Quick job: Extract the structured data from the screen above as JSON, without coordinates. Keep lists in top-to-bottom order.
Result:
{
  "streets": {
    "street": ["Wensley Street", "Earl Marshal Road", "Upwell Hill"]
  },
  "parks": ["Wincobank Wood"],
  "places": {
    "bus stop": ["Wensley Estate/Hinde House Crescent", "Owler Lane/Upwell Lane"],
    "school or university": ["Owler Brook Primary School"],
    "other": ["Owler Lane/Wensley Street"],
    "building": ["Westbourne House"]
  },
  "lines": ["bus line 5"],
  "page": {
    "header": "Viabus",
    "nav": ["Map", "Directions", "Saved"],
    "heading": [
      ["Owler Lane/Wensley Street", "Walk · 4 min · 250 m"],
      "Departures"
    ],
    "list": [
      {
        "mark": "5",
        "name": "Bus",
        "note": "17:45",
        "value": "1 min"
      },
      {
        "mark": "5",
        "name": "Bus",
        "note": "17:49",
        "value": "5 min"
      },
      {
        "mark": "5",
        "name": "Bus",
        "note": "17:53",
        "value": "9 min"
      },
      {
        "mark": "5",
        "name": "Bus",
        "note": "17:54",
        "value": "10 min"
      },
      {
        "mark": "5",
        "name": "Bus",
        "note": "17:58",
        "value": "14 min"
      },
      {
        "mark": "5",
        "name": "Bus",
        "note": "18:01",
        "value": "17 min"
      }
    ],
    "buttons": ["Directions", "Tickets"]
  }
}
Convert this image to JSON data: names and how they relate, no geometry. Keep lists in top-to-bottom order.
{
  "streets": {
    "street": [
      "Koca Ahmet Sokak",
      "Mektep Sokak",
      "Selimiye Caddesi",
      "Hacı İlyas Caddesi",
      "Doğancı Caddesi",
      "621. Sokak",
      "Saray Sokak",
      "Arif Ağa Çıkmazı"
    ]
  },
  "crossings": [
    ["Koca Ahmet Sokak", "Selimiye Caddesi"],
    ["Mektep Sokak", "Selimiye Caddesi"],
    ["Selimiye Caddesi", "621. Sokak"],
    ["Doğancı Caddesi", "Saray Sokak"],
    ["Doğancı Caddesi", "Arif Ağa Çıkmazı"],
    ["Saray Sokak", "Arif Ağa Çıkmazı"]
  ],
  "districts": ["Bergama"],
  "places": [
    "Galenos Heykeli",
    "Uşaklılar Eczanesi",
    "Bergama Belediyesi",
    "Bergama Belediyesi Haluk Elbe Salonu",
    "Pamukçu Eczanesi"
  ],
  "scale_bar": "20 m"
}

+++

_What is being asked_:
The material must be repeated in full, with every line exact.

_Task solution_:
Quick job: Extract the structured data from the screen above as JSON, without coordinates. Keep lists in top-to-bottom order.
Result:
{
  "streets": {
    "street": ["Wensley Street", "Earl Marshal Road", "Upwell Hill"]
  },
  "parks": ["Wincobank Wood"],
  "places": {
    "bus stop": ["Wensley Estate/Hinde House Crescent", "Owler Lane/Upwell Lane"],
    "school or university": ["Owler Brook Primary School"],
    "other": ["Owler Lane/Wensley Street"],
    "building": ["Westbourne House"]
  },
  "lines": ["bus line 5"],
  "page": {
    "header": "Viabus",
    "nav": ["Map", "Directions", "Saved"],
    "heading": [
      ["Owler Lane/Wensley Street", "Walk · 4 min · 250 m"],
      "Departures"
    ],
    "list": [
      {
        "mark": "5",
        "name": "Bus",
        "note": "17:45",
        "value": "1 min"
      },
      {
        "mark": "5",
        "name": "Bus",
        "note": "17:49",
        "value": "5 min"
      },
      {
        "mark": "5",
        "name": "Bus",
        "note": "17:53",
        "value": "9 min"
      },
      {
        "mark": "5",
        "name": "Bus",
        "note": "17:54",
        "value": "10 min"
      },
      {
        "mark": "5",
        "name": "Bus",
        "note": "17:58",
        "value": "14 min"
      },
      {
        "mark": "5",
        "name": "Bus",
        "note": "18:01",
        "value": "17 min"
      }
    ],
    "buttons": ["Directions", "Tickets"]
  }
}
Convert this image to JSON data: names and how they relate, no geometry. Keep lists in top-to-bottom order.
{
  "streets": {
    "street": [
      "Koca Ahmet Sokak",
      "Mektep Sokak",
      "Selimiye Caddesi",
      "Hacı İlyas Caddesi",
      "Doğancı Caddesi",
      "621. Sokak",
      "Saray Sokak",
      "Arif Ağa Çıkmazı"
    ]
  },
  "crossings": [
    ["Koca Ahmet Sokak", "Selimiye Caddesi"],
    ["Mektep Sokak", "Selimiye Caddesi"],
    ["Selimiye Caddesi", "621. Sokak"],
    ["Doğancı Caddesi", "Saray Sokak"],
    ["Doğancı Caddesi", "Arif Ağa Çıkmazı"],
    ["Saray Sokak", "Arif Ağa Çıkmazı"]
  ],
  "districts": ["Bergama"],
  "places": [
    "Galenos Heykeli",
    "Uşaklılar Eczanesi",
    "Bergama Belediyesi",
    "Bergama Belediyesi Haluk Elbe Salonu",
    "Pamukçu Eczanesi"
  ],
  "scale_bar": "20 m"
}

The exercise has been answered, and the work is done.